(SOURCE DATA begins)

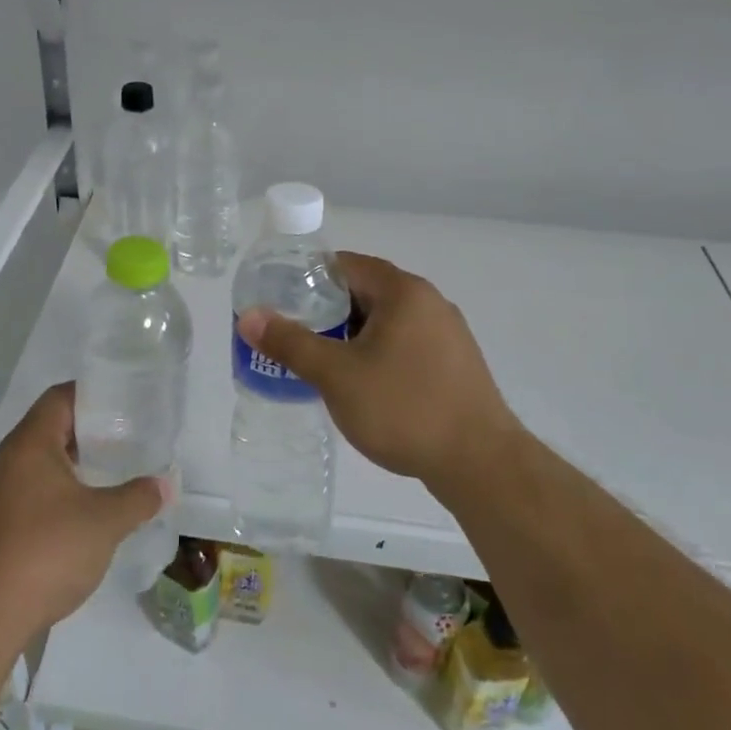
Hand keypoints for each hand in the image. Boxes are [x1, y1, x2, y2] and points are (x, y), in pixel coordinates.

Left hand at [0, 383, 164, 636]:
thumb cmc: (47, 550)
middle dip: (89, 430)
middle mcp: (9, 458)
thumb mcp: (105, 522)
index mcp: (31, 442)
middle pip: (51, 426)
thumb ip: (138, 498)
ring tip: (111, 470)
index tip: (125, 402)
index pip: (61, 397)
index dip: (93, 395)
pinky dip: (60, 488)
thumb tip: (166, 485)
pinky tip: (85, 508)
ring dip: (75, 462)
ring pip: (42, 460)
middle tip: (127, 436)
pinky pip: (33, 488)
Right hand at [236, 253, 521, 495]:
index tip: (281, 299)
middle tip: (295, 333)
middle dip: (328, 310)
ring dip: (353, 334)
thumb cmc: (404, 408)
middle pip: (366, 291)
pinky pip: (406, 343)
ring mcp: (448, 333)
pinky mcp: (455, 363)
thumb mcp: (336, 375)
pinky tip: (363, 384)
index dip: (309, 277)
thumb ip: (291, 342)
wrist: (482, 465)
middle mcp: (429, 302)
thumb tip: (248, 316)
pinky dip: (378, 352)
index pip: (346, 264)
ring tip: (322, 361)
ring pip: (386, 321)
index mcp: (403, 291)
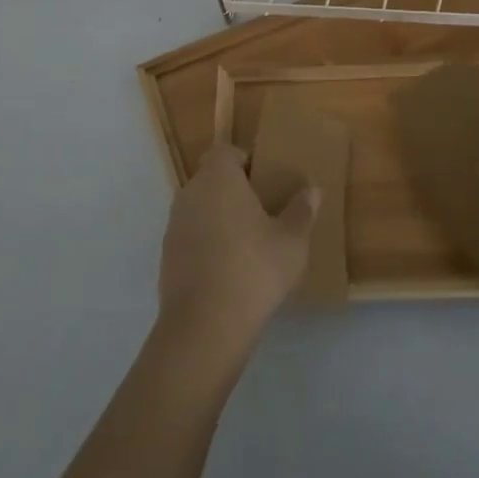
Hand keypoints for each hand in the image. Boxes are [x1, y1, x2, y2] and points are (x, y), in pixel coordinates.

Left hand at [158, 143, 318, 362]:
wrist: (204, 326)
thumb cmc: (253, 270)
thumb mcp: (292, 241)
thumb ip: (302, 211)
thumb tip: (312, 190)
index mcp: (218, 178)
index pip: (226, 151)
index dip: (245, 161)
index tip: (265, 182)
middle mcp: (190, 192)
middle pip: (211, 178)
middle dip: (233, 189)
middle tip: (262, 211)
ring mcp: (174, 224)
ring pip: (200, 207)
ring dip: (219, 216)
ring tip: (248, 242)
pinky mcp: (166, 255)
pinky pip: (191, 234)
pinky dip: (206, 242)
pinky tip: (228, 268)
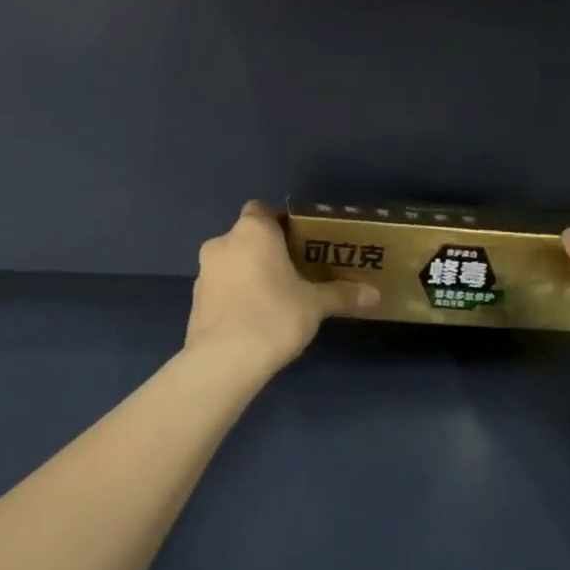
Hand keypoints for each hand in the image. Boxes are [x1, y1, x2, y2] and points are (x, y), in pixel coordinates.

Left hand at [186, 202, 378, 374]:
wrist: (224, 359)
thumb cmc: (274, 316)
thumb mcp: (315, 305)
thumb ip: (342, 295)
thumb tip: (374, 295)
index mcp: (252, 232)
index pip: (262, 210)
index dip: (280, 223)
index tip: (299, 243)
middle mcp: (222, 244)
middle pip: (246, 238)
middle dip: (266, 253)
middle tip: (293, 274)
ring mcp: (203, 274)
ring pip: (231, 265)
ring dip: (248, 275)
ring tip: (274, 301)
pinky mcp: (195, 302)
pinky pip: (220, 290)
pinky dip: (234, 298)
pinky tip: (253, 321)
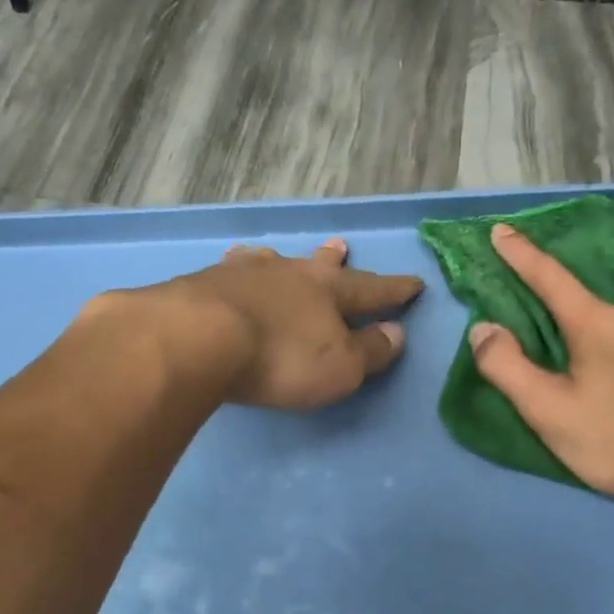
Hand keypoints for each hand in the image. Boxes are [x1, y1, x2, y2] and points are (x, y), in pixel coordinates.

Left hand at [159, 238, 422, 410]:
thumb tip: (397, 333)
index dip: (394, 289)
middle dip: (333, 259)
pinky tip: (227, 268)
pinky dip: (236, 271)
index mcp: (328, 291)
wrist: (199, 339)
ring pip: (268, 261)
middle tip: (340, 245)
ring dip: (278, 260)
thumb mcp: (340, 367)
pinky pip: (228, 271)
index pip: (370, 288)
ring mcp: (242, 274)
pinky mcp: (202, 284)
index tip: (414, 282)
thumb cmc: (281, 359)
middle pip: (317, 265)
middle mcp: (288, 273)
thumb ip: (370, 351)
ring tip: (275, 254)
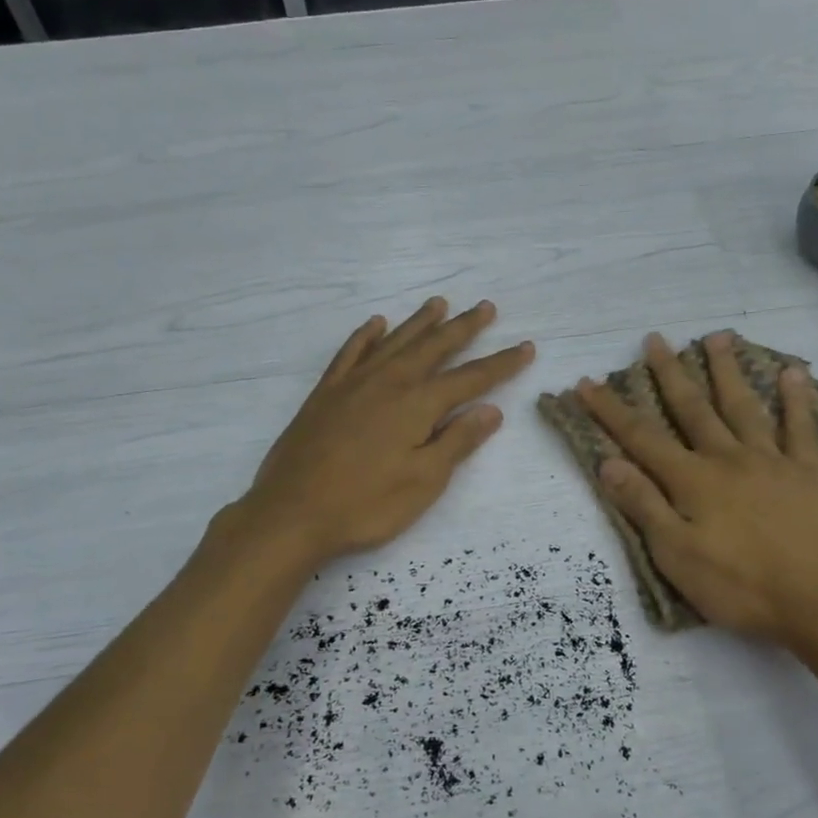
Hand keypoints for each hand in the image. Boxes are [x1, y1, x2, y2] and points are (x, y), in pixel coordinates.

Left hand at [234, 298, 534, 567]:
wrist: (291, 513)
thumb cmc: (366, 505)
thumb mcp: (423, 482)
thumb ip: (457, 442)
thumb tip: (490, 410)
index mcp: (417, 405)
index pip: (470, 379)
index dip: (501, 364)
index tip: (526, 347)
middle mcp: (388, 383)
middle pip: (433, 347)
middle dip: (463, 328)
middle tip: (485, 307)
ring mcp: (353, 384)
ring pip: (394, 342)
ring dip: (419, 322)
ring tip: (439, 304)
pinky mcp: (325, 394)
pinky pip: (350, 352)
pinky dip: (365, 336)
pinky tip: (375, 324)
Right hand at [577, 331, 817, 649]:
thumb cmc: (739, 585)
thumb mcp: (676, 554)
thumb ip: (644, 505)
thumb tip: (608, 462)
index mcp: (692, 480)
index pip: (641, 438)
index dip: (611, 410)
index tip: (587, 382)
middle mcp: (727, 458)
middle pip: (692, 409)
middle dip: (669, 374)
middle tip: (655, 339)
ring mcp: (771, 461)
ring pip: (743, 407)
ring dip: (727, 371)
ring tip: (717, 337)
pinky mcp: (809, 473)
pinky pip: (801, 429)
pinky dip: (796, 400)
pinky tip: (792, 373)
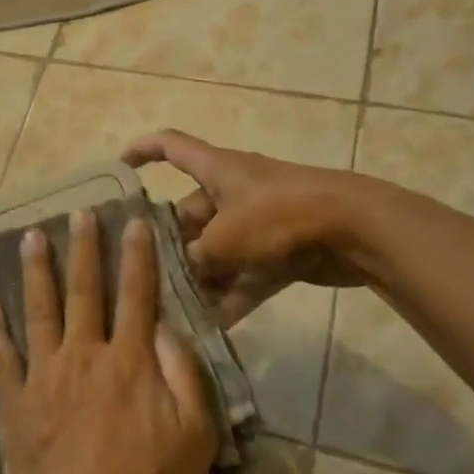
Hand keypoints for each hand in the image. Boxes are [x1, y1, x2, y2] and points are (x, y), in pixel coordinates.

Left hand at [0, 210, 218, 473]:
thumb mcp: (196, 434)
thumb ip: (184, 373)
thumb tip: (165, 325)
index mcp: (129, 360)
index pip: (136, 295)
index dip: (137, 256)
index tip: (133, 220)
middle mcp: (84, 354)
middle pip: (84, 290)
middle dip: (84, 248)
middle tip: (79, 212)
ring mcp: (45, 375)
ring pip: (39, 310)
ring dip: (36, 270)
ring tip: (30, 236)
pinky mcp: (16, 400)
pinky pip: (0, 357)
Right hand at [123, 129, 380, 325]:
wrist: (355, 229)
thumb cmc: (279, 216)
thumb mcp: (226, 237)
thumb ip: (197, 256)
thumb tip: (185, 269)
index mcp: (216, 170)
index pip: (171, 146)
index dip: (143, 151)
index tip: (119, 167)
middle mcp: (233, 192)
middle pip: (190, 214)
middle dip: (171, 246)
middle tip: (146, 277)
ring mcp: (258, 223)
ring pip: (218, 250)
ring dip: (201, 278)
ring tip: (174, 309)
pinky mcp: (280, 252)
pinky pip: (246, 275)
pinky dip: (232, 297)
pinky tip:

(SOURCE DATA ends)

PROBLEM DETAILS »
Find every line of the data that holds the string "Right", then say how many there are and nothing else.

PROBLEM SOLUTION »
3